We encouraged deep, personal conversations. The connections you’d expect within a normal office environment.

Execution

To win market share, you need to combine effective talent acquisition with a thriving culture and flawless execution. For us, we’ve designed our structural elements to enable us to move, learn, and adapt quickly.

Documenting systems & processes

First, we knew we were going to hire up quickly. We put two structural elements together to help with strategic planning and mitigate chaos: Function and Process Accountability charts.

Function accountability chart

Function accountability charts break down each function of the business (ie. product analytics, natural language processing, marketing etc.) with a list of who is accountable, responsible, and has authority.

While responsibility covers the whole team, there’s only one person who is accountable and one person with approval authority. Having a single person accountable means you know where tasks stand and what’s standing in the way. It also creates a single point for feedback.
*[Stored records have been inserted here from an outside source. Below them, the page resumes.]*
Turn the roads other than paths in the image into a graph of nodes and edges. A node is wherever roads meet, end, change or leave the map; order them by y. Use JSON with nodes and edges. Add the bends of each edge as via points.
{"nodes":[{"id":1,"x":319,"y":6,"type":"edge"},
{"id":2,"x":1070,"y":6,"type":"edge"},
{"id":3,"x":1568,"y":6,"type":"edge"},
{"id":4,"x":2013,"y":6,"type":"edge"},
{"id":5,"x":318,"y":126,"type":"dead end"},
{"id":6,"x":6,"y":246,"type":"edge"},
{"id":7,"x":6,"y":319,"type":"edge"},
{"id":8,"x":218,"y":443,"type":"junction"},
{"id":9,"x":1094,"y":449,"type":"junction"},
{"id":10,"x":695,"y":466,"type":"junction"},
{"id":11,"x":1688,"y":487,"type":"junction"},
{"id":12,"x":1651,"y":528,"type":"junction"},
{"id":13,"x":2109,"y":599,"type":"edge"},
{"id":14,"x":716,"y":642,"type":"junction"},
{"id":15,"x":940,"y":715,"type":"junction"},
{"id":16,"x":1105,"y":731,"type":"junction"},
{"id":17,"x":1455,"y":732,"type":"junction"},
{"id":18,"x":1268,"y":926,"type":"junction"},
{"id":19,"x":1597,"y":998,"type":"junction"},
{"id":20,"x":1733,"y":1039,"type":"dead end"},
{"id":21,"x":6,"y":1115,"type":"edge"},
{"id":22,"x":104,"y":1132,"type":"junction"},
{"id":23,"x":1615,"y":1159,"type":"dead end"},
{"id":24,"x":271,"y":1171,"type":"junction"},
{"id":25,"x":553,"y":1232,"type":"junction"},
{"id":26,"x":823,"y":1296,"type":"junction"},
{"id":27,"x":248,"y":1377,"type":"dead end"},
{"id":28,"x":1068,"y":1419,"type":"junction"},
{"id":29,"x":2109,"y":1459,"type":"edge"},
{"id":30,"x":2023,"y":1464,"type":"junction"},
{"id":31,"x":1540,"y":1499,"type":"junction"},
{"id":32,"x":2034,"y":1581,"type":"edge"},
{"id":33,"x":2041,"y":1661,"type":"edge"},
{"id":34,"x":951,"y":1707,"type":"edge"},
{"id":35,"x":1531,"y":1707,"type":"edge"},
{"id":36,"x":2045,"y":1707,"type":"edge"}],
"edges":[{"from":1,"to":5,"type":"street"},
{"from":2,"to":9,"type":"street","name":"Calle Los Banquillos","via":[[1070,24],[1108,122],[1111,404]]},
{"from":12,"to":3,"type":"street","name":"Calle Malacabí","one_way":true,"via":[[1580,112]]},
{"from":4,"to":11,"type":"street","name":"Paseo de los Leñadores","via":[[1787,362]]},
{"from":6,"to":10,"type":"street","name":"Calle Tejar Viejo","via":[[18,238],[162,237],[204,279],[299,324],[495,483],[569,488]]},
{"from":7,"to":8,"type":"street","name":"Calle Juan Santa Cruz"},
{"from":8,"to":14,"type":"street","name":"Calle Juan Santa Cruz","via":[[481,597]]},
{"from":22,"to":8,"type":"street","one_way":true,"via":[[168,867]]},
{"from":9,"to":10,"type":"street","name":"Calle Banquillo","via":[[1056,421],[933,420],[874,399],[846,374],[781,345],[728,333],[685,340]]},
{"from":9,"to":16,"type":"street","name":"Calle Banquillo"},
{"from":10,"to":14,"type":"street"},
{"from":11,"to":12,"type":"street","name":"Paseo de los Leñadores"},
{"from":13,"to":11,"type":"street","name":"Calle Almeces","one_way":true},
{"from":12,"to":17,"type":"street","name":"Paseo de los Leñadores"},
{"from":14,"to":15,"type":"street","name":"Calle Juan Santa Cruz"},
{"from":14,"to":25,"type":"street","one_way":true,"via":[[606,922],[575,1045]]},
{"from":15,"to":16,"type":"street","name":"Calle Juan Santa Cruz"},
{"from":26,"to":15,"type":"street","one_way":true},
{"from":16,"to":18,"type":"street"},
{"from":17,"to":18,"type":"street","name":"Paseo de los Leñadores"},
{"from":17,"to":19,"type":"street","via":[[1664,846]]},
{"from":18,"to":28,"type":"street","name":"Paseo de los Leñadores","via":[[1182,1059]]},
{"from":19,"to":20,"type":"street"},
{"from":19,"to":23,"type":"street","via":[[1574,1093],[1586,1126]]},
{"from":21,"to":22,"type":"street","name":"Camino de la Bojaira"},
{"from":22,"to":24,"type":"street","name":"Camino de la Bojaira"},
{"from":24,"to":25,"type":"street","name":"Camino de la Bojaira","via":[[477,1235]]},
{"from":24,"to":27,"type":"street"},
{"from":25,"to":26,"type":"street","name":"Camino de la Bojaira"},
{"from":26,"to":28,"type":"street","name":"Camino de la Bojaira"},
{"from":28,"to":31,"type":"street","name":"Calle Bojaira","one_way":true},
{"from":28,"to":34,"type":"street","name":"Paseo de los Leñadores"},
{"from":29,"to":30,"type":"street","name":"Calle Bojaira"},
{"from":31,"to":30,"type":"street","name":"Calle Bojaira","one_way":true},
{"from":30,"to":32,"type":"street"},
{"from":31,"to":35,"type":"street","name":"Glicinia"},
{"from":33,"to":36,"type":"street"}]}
The person with accountability doesn’t always have authority. But the person with authority can be accountable. Having a clear decision structure is key to our ability to make progress quickly and relatively smoothly across key technical or purchase decisions.‍

Process Accountability charts

Process Accountability charts are useful in theory.

Process Accountability charts provide a publicly visible document for processes to reduce errors and create better onboarding outcomes.

We found that growing fast meant our processes regularly changed. So the charts became outdated, quickly.

It’s important to create a process to ensure these documents have internal ownership and are regularly updated.

Focusing on the mission-critical

We set out key learning objectives for our organization over defined periods of time. Our thinking was simple: “Keep the main things, the main things”.

We set key learning objectives for tasks like “Learn who our ideal customers are” and “learn the best ways to reach them”. This creates an easy framework for deciding if a task gets priority.

Learning about our customers

While Lavender could be useful to everyone, we had to narrow down to a target audience we’d focus on. We recognized early on that we couldn’t be all things to all people. We had cohorts of users that were students, job seekers, recruiters, marketers, in customer success, entrepreneurs and salespeople.

We created a cross-functional team to tackle this task: Analytics, Engineering, Marketing, and Finance.

In the end, we learned we could provide a unique value proposition to the sales technology space. We noticed salespeople utilized our software the most. There’s an unmet need to create emails that are authentic, effective, and stand out.

RevGenius has been key in helping us find this focus.

A sub-community of sales folks saw something special in our tech and were quick to promote us. You can’t sustain growth without a core set of die-hard fans. As long as we have a remote network of salespeople behind us, we’ll keep building for them.

Don’t take remote lightly. At Lavender, and through necessity, we’ve found what works for us through trial and error.